Considerando os dados a seguir fornecidos como relatório da sentença, elabore sua fundamentação e dispositivo, apreciando e decidindo as questões apresentadas e os pedidos deduzidos.



Foi aberta licitação na modalidade concorrência pela União Federal, tendo por objeto os serviços de limpeza e conservação dos prédios pertencentes ao Ministério da Previdência e Assistência Social no Estado de São Paulo.


A empresa TODAOBRA EMPREENDIMENTOS LTDA., não possuindo certificado de registro cadastral, foi considerada inabilitada pela Comissão de Licitação por não ter apresentado documentos capazes de demonstrar sua capacidade técnica; por não ter comprovado a realização de serviços similares e por não ter exibido as CNDs (Certidões Negativas de Débitos), conforme exigido no edital. Assim, propôs ação de conhecimento contra a União Federal, aduzindo que:


- dentre a documentação exigida no edital de licitação referente à capacitação técnico­ profissional, é indevida a apresentação de atestado fornecido por pessoas jurídicas devidamente registradas nas entidades profissionais competentes em nome da empresa, quando são apresentados os atestados em nome dos seus profissionais empregados. Alega, ainda, que essa exigência é incabível para o caso e desproporcional ao objeto da licitação e à proposta apresentada, pois há demonstração de sua aptidão com os documentos apresentados.

- é ilegal a exigência de comprovação de realização de ao menos dois serviços similares, na mesma proporção do objeto da licitação, nos últimos três anos, pois além de não ser dado imprescindível a demonstrar a sua capacidade operacional, fere o princípio da isonomia entre os licitantes.
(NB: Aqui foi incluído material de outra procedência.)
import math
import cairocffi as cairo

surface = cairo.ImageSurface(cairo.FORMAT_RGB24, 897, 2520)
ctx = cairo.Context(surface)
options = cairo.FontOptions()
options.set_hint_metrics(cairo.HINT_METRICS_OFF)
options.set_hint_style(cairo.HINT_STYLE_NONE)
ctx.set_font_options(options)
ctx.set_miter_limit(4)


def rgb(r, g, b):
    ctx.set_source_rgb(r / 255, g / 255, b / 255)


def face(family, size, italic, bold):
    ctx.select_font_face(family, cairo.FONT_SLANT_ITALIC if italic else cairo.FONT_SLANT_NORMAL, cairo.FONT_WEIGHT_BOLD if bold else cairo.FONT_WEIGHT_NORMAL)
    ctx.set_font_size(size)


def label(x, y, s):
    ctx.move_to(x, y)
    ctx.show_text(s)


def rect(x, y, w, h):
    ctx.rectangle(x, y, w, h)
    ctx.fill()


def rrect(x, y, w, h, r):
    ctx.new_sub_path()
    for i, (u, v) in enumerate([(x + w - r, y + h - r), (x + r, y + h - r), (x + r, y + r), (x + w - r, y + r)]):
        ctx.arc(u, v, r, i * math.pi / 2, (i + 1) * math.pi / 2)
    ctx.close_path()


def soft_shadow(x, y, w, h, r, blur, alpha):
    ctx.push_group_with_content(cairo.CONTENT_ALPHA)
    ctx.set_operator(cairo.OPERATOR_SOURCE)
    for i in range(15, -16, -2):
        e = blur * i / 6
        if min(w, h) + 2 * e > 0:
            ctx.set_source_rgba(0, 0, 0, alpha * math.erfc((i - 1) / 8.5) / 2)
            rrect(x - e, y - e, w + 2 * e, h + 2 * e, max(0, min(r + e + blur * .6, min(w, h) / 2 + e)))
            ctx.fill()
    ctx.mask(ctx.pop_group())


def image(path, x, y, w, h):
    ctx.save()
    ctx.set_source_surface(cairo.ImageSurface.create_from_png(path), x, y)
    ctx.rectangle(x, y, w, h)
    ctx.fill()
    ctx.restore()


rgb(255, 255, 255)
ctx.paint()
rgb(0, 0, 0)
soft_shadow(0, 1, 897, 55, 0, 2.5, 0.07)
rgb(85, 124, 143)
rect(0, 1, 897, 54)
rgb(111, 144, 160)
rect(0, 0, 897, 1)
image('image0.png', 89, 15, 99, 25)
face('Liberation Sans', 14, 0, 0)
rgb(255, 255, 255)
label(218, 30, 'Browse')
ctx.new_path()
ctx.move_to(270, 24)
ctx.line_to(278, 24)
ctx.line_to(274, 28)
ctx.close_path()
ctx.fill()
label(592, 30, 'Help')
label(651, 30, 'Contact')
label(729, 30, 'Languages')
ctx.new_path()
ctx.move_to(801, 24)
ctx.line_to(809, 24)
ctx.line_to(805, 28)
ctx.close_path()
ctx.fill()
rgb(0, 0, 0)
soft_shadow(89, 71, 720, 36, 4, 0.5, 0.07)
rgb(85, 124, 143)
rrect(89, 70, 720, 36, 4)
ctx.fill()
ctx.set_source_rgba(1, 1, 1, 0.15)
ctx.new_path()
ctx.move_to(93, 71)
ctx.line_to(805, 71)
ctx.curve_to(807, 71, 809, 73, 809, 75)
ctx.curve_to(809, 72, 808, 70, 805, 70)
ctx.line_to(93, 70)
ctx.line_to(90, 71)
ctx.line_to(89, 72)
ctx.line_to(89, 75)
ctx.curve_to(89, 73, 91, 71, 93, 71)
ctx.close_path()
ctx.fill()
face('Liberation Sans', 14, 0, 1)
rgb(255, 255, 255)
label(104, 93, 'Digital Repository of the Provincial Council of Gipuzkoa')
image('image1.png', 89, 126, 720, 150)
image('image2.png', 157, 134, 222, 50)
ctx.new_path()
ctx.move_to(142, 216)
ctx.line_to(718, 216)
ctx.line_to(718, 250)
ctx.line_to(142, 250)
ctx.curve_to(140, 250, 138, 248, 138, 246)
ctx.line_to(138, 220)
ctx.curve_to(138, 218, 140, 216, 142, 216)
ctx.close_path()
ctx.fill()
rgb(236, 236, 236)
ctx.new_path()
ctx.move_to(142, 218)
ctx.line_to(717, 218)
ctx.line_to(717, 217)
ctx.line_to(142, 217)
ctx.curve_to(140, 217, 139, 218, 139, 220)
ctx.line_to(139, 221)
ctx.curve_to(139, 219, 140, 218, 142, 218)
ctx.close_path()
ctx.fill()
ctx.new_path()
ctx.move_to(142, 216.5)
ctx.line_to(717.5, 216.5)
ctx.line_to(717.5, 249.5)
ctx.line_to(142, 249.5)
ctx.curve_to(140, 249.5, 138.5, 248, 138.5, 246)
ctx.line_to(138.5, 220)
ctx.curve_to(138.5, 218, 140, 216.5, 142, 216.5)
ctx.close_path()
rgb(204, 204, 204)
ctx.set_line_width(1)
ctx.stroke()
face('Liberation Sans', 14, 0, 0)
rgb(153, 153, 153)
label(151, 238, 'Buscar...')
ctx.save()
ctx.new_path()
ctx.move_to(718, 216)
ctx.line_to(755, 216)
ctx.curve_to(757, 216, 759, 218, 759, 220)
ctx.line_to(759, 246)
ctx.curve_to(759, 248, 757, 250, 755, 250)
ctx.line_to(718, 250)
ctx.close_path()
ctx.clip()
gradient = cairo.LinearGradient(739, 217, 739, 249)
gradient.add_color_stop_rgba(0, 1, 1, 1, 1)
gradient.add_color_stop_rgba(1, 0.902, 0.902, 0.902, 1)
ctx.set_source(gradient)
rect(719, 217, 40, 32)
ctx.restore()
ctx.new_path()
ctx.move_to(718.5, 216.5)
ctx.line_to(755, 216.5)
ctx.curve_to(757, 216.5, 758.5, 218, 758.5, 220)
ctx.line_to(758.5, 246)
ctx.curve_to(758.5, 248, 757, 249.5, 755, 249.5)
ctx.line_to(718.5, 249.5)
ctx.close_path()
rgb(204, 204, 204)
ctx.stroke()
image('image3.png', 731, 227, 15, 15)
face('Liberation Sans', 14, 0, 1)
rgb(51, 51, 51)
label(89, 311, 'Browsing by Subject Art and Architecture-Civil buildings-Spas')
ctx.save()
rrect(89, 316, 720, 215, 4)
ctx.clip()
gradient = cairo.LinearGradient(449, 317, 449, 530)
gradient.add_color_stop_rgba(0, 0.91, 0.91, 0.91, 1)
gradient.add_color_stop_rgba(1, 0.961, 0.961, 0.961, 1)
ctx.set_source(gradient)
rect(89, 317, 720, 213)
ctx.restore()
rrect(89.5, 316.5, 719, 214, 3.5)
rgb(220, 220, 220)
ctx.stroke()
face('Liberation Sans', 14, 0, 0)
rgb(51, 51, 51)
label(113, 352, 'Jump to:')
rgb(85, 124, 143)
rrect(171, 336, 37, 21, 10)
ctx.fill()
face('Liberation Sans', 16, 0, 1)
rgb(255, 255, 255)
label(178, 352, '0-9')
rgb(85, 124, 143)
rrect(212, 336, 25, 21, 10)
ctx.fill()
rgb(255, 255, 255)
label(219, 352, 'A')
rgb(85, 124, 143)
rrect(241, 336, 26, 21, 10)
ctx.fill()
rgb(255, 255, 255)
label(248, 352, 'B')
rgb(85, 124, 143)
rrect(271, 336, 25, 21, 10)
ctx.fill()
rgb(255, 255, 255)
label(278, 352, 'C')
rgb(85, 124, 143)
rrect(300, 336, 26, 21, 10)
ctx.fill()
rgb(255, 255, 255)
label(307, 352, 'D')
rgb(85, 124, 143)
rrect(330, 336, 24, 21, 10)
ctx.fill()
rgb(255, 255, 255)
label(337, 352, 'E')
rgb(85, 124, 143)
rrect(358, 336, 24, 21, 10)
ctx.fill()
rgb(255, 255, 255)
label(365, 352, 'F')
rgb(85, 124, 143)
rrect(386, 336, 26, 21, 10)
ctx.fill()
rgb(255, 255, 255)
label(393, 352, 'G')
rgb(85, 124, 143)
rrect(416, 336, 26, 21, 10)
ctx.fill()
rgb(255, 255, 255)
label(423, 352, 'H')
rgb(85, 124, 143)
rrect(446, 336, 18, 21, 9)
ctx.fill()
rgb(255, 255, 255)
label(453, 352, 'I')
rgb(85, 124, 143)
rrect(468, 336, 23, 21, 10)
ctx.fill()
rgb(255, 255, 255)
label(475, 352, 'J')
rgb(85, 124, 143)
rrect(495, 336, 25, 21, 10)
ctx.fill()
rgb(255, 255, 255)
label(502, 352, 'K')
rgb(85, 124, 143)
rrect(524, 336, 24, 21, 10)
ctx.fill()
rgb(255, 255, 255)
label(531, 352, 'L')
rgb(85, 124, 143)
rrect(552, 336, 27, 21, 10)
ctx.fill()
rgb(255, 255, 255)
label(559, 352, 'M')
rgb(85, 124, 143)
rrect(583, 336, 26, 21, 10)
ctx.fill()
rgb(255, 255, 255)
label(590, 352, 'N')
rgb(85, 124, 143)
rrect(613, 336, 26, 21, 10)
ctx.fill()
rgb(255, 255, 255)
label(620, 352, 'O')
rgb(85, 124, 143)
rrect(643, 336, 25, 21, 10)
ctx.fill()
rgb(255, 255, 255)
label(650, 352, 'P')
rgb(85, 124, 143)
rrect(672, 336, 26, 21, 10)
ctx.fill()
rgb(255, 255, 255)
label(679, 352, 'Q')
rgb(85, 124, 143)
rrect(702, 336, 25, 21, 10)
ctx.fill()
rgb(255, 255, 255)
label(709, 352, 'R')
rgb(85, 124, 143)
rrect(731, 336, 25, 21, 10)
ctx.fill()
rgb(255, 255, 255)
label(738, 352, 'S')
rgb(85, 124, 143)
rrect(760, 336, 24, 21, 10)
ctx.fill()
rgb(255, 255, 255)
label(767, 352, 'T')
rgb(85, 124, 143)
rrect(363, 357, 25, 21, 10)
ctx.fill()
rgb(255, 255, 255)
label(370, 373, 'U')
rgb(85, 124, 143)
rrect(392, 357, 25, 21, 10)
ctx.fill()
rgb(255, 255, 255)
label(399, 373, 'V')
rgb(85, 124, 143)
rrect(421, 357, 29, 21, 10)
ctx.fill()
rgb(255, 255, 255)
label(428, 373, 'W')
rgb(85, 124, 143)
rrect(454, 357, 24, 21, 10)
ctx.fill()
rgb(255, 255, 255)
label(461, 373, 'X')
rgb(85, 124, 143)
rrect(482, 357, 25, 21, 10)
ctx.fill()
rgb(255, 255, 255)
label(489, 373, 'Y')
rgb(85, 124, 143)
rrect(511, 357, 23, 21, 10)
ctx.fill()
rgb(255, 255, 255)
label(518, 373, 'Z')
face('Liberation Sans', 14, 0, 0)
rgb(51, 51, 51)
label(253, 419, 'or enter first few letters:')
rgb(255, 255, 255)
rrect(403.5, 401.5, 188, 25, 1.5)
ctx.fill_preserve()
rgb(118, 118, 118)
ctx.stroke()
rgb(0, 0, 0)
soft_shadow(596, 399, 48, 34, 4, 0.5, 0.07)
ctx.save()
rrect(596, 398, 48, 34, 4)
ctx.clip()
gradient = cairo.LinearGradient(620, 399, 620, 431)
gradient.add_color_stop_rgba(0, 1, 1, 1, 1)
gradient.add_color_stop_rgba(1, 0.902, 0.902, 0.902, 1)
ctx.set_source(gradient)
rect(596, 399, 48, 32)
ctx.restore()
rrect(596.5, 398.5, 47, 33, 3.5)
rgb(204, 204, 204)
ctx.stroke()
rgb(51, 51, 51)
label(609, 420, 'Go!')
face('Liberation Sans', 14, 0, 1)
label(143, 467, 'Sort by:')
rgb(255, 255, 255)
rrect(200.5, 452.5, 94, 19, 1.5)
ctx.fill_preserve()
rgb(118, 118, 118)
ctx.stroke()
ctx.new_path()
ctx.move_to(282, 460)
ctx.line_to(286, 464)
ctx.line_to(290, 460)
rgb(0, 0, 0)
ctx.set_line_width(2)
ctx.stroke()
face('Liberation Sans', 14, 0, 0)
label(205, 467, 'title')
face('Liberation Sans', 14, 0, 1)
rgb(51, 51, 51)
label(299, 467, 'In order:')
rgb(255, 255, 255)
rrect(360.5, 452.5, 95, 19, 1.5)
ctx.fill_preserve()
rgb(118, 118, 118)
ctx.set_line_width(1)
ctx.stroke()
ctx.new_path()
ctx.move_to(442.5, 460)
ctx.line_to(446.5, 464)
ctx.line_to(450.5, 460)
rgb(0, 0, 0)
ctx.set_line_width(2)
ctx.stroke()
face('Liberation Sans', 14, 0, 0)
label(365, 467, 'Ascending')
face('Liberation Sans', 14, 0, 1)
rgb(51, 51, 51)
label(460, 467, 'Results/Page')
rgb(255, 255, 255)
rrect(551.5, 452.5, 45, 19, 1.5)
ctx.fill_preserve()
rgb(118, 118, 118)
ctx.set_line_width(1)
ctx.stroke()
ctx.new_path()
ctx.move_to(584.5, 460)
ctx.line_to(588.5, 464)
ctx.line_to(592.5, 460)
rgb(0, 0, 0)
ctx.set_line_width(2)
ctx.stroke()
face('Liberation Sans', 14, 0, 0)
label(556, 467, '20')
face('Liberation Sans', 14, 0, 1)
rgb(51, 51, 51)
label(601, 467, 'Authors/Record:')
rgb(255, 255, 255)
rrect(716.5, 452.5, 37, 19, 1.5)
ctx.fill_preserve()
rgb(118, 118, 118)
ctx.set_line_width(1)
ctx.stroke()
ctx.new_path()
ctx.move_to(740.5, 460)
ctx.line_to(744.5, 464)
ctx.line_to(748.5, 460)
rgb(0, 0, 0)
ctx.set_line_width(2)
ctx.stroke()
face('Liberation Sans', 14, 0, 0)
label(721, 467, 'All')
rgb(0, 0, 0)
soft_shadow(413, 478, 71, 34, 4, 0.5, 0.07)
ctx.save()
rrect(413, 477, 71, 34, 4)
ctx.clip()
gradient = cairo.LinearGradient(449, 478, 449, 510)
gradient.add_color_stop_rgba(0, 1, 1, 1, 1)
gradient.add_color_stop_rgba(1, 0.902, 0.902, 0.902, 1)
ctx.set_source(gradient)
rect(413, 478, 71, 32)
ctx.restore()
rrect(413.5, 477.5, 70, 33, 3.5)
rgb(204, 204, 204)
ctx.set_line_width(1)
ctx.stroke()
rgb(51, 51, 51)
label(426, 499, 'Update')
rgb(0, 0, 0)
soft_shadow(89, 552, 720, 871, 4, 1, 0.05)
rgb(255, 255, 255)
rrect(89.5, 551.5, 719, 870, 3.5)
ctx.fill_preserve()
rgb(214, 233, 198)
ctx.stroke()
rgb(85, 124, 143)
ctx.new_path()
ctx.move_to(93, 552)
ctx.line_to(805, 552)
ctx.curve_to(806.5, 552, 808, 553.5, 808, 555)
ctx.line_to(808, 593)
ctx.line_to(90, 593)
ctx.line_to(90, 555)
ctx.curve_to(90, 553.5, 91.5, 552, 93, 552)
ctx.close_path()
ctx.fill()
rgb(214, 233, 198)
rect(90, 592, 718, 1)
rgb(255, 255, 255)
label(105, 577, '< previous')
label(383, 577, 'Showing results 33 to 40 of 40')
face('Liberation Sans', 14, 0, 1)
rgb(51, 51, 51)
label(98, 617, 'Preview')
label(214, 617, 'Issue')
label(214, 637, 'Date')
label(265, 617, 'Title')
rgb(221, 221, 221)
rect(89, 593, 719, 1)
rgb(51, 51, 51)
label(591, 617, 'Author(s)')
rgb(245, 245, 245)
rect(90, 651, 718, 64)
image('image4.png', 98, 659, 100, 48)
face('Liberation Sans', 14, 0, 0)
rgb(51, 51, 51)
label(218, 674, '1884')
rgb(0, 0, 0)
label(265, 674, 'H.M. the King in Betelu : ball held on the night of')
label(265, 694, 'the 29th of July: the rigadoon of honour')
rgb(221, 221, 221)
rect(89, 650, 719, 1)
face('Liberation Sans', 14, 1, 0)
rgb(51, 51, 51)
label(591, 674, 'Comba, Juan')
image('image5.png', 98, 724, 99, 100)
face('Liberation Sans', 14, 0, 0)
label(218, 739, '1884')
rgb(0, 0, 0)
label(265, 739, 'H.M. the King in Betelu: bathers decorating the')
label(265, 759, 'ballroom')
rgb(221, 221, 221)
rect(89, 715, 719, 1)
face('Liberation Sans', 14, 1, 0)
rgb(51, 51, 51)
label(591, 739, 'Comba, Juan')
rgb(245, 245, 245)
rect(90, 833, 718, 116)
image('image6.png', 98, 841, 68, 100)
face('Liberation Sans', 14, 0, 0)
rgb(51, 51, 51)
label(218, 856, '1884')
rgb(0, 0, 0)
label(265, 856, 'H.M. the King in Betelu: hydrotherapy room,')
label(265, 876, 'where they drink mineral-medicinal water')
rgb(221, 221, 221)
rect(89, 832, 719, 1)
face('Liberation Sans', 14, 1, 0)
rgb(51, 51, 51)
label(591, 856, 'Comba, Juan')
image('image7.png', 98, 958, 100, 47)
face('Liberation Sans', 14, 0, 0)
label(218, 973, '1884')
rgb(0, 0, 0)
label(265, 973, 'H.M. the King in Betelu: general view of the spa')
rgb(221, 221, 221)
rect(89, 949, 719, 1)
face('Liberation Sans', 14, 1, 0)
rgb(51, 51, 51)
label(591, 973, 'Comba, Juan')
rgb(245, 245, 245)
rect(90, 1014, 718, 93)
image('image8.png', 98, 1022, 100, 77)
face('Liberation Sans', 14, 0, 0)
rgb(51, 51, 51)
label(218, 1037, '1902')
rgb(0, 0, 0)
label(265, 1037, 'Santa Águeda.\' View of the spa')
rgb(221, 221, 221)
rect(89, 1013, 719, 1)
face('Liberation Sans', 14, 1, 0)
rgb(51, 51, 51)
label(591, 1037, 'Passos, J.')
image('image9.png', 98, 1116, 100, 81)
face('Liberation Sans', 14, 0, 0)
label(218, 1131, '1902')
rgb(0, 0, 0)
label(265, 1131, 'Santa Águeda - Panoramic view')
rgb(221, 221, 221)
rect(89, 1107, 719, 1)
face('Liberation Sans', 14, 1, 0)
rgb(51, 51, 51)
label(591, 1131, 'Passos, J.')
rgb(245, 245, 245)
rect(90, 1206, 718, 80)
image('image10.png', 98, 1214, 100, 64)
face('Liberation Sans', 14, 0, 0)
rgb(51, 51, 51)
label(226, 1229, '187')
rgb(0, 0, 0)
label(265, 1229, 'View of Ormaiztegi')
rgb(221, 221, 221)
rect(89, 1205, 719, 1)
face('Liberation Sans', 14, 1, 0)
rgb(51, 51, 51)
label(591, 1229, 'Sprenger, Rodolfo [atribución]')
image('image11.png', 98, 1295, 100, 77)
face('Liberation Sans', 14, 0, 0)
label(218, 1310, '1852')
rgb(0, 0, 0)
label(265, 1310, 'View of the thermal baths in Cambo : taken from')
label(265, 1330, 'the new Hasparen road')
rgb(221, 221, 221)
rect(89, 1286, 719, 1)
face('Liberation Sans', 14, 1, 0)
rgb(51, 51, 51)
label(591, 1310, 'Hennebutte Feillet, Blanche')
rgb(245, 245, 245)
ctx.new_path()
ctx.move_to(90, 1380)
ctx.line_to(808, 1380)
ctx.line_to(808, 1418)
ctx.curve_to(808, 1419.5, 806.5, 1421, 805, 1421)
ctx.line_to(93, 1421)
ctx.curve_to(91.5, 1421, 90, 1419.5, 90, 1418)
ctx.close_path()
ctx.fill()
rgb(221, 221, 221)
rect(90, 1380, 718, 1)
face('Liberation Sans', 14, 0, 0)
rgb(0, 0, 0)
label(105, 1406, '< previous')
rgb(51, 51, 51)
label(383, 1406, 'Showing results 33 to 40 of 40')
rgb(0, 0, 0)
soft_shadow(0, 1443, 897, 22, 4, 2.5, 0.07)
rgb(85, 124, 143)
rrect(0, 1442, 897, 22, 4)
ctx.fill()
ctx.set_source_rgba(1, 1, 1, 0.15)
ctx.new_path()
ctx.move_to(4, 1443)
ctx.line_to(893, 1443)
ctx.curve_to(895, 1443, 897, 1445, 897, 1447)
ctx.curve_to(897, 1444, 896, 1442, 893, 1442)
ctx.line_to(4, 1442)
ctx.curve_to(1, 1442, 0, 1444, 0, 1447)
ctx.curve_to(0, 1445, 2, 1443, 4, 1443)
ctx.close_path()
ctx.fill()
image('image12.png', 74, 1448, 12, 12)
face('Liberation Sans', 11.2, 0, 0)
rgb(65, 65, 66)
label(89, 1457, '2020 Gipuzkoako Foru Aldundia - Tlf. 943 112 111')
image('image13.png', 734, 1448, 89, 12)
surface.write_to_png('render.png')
- é indevida a prova de regularidade fiscal através da exibição de CNDs (Certidões Negativas de Débitos) no tocante às dívidas de tributos federais, estaduais e municipais, pois a licitação ocorre com ente federal. Ademais, a prova de regularidade fiscal fere a Constituição, ao limitar a atividade da empresa e por constituir meio indireto de cobrança dos tributos;


Além disso, alegou:


- ser inconstitucional o inciso III do parágrafo 2° do artigo 3° da Lei 8.666/93, pelo qual "em igualdade de condições, como critério de desempate, será assegurada preferência, sucessivamente, aos bens e serviços produzidos ou prestados por empresas brasileiras".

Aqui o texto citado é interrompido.